/movie-mining

A data mining project which will predict the success of future movies. This is a student project at the University of Mannheim. HWS17 Master of Science, Business Informatics

Primary LanguagePythonMIT LicenseMIT

Mining the Success for Movies

A data mining project which will predict the success of future movies. This is a student project at the University of Mannheim. HWS17 Master of Science, Business Informatics.

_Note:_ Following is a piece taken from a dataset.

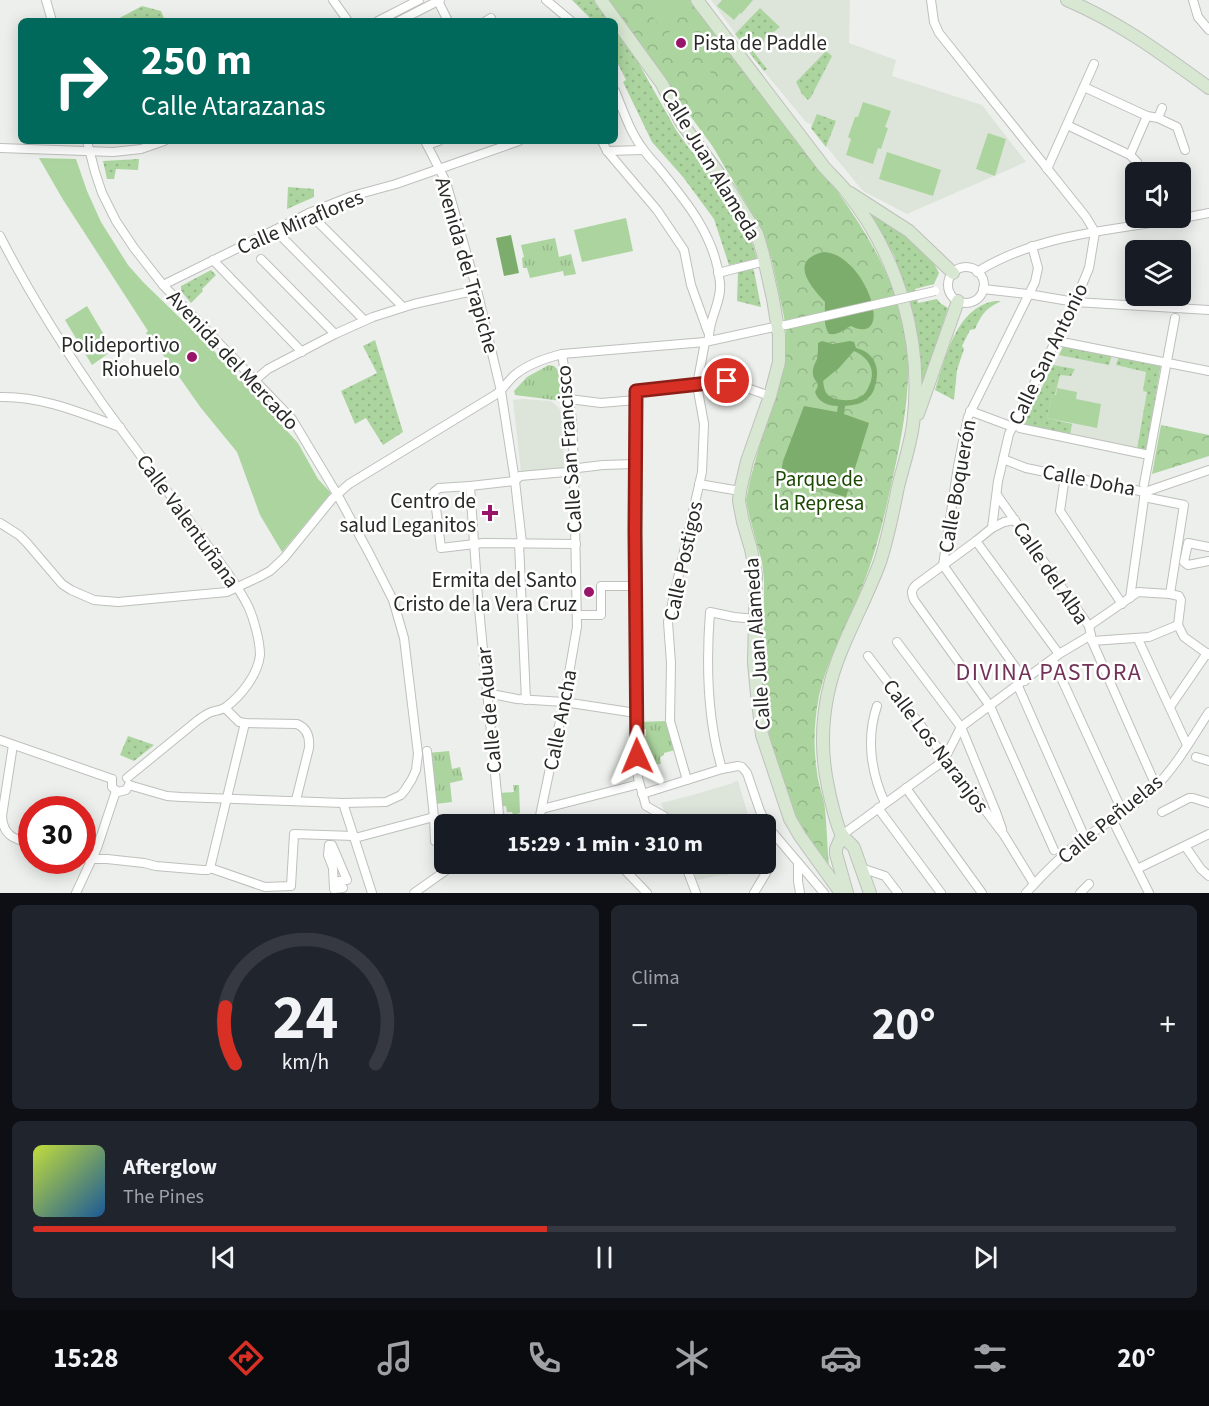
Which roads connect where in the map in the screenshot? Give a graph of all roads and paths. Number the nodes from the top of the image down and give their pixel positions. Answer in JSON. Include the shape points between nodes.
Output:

Application Area and Goals

Problem Statement

Before new movies are being produced, every stakeholder is interested in the monetary success of the intended movie. In order to predict the success, costly methods are being applied, such as market investigations or analyses. The benefit of Data Mining to the analysis of large datasets can also be transferred to the stated problem of predicting a movie’s success.

Goals

The goal of this project is to learn a model which will predict how successful a not yet released movie will be. This is done by using common data mining techniques in the Python programming language using the machine learning models provided by the library scikit-learn. As the main objective the question ”Based on revenue, will the movie be popular or will it be a flop?” shall be answered for all possible combinations of information on a new movie as precisely as possible.

Datasets

The selected dataset onto which a classification model shall be learned is provided by Kaggle. It is named The Movies Dataset and contains metadata of approximately 45,000 movies in its raw format. It is provided and updated by Rounak Banik. The complete dataset consists of several files in csv-format containing data about movie casts, metadata and external scores. The main file used during preprocessing is named movies-metadata.csv. Note: not all datasets are provided in this repository due to large file sizes. Additionally, the .zip folder in the directory data/raw/ must be extracted to ensure the functionality of the preprocessing scripts.

Generate new Dataset

In order to generate a new Dataset for later usage the script preprocess-data.py must be executed.

Afterwards you get new csv file in data/processed/ named train-set.csv. This file can be used for further data mining and classification.

Feature and Model Selection

In order to be more flexible with selected features and parameters a classifier template was introduced. With the help of this it is possible to search for the features which will result in the best performance. Hyper parameter tuning is done via GridSearch from the scikit-learn Framework. Scripts can be found under src/model.